Your parenting philosophy relies heavily on the past, promoting the idea that WE the parents were raised far freer range than the norm today. But doesn't this romanticize history just a bit?

"I'm sure I romanticize the past. I'm middle aged! The only thing I can't romanticize is crime. And the fact is that crime today is on par with the level in the early '70s, according to the Crimes Against Children Research Center, which bases its analyses on FBI statistics. From the early '70s till about 1993, crime was on the rise. But since 1993, it has plunged (thanks to better policing, more unstable folks on meds, and maybe even cell phones), to the point where sex crimes against juveniles -- the crimes we're most afraid of -- are down 79 percent!
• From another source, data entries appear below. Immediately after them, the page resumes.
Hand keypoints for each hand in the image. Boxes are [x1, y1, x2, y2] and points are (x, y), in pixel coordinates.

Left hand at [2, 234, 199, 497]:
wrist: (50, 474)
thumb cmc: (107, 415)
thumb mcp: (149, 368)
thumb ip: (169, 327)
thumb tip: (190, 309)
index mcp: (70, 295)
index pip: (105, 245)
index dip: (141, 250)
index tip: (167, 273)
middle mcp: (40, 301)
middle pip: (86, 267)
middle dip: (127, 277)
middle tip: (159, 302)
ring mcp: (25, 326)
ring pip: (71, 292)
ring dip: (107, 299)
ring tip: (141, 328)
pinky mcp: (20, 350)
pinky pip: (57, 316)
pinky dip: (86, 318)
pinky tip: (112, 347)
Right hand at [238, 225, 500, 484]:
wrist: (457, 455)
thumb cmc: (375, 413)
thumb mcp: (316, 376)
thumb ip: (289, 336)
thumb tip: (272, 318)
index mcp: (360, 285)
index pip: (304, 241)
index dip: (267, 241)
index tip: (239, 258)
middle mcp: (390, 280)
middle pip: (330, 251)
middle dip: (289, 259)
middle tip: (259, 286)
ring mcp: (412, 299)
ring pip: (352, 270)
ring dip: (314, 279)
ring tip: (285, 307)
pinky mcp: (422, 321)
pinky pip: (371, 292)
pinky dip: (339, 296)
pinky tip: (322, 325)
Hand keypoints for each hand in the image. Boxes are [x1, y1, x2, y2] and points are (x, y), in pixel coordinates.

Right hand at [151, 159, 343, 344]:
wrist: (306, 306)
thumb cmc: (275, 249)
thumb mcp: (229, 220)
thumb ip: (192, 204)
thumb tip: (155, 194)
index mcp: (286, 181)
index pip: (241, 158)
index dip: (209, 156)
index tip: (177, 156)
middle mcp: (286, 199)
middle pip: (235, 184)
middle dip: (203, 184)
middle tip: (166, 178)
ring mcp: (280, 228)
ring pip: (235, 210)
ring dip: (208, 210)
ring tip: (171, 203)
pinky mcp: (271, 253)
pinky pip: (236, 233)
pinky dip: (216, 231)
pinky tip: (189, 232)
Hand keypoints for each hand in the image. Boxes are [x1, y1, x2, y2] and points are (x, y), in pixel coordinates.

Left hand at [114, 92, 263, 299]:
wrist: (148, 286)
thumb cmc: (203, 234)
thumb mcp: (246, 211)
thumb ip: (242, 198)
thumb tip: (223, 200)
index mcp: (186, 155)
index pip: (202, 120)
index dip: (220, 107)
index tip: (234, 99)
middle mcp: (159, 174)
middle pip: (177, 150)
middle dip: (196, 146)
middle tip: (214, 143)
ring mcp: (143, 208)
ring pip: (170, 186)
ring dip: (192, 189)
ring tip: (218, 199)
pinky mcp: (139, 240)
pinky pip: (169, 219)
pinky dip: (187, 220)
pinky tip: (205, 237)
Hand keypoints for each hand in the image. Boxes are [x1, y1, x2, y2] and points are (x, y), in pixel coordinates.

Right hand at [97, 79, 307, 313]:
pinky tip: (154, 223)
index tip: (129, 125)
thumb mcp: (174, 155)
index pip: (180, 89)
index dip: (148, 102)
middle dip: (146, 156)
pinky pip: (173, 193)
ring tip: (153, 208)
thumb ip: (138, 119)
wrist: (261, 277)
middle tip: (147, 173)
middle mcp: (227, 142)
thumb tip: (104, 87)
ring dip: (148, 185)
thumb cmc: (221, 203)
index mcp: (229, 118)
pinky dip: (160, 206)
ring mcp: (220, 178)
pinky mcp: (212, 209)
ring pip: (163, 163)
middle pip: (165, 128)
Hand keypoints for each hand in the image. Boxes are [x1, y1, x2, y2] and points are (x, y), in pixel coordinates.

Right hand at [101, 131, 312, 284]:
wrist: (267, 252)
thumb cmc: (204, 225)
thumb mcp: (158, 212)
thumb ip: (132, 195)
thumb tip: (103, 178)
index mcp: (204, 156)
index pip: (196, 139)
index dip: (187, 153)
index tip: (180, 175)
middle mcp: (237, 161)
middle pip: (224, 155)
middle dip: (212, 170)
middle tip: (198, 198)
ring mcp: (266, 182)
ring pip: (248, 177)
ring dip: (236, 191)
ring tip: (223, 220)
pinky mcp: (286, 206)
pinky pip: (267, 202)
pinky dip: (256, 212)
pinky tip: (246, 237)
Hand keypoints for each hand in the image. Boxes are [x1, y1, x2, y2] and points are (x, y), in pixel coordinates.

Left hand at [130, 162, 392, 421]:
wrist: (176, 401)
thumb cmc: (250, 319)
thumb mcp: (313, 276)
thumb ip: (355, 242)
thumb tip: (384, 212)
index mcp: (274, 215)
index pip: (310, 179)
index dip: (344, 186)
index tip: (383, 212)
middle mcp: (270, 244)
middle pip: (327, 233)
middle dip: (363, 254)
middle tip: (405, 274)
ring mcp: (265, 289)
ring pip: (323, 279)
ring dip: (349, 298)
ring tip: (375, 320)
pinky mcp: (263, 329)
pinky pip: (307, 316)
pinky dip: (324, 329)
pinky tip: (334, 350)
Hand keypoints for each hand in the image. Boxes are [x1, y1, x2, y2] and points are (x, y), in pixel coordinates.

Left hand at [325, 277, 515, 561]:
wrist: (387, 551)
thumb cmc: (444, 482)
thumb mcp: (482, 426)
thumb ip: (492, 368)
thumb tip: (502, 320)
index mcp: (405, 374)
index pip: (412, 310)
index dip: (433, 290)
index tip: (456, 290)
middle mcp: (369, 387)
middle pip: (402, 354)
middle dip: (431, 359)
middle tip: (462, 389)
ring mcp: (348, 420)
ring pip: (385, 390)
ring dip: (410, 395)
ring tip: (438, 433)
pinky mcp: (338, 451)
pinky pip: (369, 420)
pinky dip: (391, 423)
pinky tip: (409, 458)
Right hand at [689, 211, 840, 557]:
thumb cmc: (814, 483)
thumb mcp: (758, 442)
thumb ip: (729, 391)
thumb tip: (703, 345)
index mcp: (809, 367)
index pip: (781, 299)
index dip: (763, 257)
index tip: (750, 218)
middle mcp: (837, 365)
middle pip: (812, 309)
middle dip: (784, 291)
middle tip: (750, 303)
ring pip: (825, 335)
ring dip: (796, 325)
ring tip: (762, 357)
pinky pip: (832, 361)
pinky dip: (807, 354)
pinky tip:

That means if you grew up anytime in the '70s or '80s, it's actually safer today than when you were a kid. So when parents say they'd really LIKE to let their kids play outside more -- even on the front lawn -- but they're afraid, I just want them to know that their children are no more likely to be kidnapped or molested than we were when we were kids. This is hard to believe when cable TV blares the scariest stories from around the world, 24 hours a day. But if abductions were really so common, we wouldn't need to import those stories from Aruba and Portugal.